There are many things about Palestine that are not easily seen from a distance. The beauty of the land, for instance, is not at all obvious. Scripture and travelers’ reports describe a harsh terrain of stone and rocks, a place in whic
h it is difficult to find water or shelter from the sun. Why would anyone want this land? But then you visit and you understand the attenuated intensity of what you see. You get the sense that there are no wasted gestures, that this is an economical landscape, and that there is great beauty in this economy. The sky is full of clouds that are like flecks of white paint. The olive trees, the leaves of which have silvered undersides, are like an apparition. And even the stones and rocks speak of history, of deep time, and of the consolation that comes with all old places. This is a land of tombs, mountains, and mysterious valleys. All this one can only really see at close range.
Another thing one sees, obscured by distance but vivid up close, is that the Israeli oppression of Palestinian people is not as crude as Western media can make it seem. It is in fact an extremely refined process, one that involves a dizzying assemblage of laws and bylaws, contracts, ancient documents, force, amendments, customs, religion, conventions, and sudden irrational moves, all of this mixed together and imposed with the greatest care.

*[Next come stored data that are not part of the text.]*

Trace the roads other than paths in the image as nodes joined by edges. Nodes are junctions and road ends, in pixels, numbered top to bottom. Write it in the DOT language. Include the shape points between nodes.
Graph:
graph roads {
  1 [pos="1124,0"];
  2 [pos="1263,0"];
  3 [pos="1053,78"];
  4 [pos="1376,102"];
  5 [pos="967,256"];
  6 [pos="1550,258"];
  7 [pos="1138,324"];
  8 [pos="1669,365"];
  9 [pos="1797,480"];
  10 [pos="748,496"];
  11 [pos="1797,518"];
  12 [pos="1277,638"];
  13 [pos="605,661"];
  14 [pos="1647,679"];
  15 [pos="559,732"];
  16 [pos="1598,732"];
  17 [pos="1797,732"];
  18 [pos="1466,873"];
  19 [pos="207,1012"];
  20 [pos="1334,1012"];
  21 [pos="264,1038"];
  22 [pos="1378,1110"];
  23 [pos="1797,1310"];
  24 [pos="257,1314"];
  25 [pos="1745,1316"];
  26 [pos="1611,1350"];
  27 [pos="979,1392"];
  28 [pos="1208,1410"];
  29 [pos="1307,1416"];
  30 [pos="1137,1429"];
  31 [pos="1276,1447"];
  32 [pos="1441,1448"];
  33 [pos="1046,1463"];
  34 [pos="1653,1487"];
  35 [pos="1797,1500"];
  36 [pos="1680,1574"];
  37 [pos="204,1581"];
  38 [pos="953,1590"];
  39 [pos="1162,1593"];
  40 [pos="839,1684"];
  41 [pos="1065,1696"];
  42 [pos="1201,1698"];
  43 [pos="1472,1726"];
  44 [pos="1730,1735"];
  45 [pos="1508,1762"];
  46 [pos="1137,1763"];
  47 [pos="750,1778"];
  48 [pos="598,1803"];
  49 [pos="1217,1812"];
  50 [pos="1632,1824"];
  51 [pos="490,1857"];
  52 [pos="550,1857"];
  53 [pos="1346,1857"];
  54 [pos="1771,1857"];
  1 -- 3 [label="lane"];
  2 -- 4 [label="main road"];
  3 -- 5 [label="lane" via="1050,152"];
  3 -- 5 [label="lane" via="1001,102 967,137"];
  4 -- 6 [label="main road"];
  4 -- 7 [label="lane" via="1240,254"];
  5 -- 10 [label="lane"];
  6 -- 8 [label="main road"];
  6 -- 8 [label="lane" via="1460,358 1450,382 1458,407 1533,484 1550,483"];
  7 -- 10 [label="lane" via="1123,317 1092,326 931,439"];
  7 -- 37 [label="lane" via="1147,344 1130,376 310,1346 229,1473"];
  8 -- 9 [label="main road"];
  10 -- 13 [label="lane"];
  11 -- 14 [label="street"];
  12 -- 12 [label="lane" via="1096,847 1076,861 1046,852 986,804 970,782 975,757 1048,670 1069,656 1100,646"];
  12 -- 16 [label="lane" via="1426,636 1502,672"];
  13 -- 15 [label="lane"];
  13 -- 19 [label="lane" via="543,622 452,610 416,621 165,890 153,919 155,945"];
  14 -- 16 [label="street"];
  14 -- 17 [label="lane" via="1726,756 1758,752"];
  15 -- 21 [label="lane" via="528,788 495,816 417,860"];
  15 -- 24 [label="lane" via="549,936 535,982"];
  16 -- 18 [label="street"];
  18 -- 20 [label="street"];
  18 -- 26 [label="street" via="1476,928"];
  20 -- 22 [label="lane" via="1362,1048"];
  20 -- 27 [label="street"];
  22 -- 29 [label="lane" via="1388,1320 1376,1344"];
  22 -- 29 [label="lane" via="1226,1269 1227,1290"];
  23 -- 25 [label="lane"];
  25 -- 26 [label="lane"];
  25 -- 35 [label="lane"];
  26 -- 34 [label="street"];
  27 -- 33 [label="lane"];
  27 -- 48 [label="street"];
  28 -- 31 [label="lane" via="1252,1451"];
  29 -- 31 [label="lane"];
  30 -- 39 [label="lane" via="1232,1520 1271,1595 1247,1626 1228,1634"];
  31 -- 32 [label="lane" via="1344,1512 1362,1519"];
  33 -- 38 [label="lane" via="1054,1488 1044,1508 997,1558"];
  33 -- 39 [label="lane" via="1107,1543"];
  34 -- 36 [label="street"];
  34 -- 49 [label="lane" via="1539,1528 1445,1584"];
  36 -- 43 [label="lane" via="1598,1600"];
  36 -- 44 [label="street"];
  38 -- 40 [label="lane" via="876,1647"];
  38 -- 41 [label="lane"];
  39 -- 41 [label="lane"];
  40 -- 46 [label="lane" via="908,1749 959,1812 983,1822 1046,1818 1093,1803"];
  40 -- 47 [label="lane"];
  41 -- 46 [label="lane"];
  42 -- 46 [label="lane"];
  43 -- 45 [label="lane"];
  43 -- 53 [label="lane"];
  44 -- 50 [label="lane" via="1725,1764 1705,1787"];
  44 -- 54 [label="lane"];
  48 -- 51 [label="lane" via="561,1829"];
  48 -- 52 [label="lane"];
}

The impression this insistence on legality confers, from the Israeli side, is of an infinitely patient due process that will eventually pacify the enemy and guarantee security. The reality, from the Palestinian side, is of a suffocating viciousness. The fate of Palestinian Arabs since the Catastrophe has been to be scattered and oppressed by different means: in the West Bank, in Gaza, inside the 1948 borders, in Jerusalem, in refugee camps abroad, in Jordan, in the distant diaspora. In all these places, Palestinians experience restrictions on their freedom and on their movement. To be Palestinian is to be hemmed in. Much of this is done by brute military force from the IDF—mass killing for which no later accounting is possible—or on an individual basis in the secret chambers of the Shin Bet; but a lot of it is done according to Israeli law, argued in and approved by Israeli courts, and technically legal, even when the laws in question are bad laws and in clear contravention of international standards and conventions.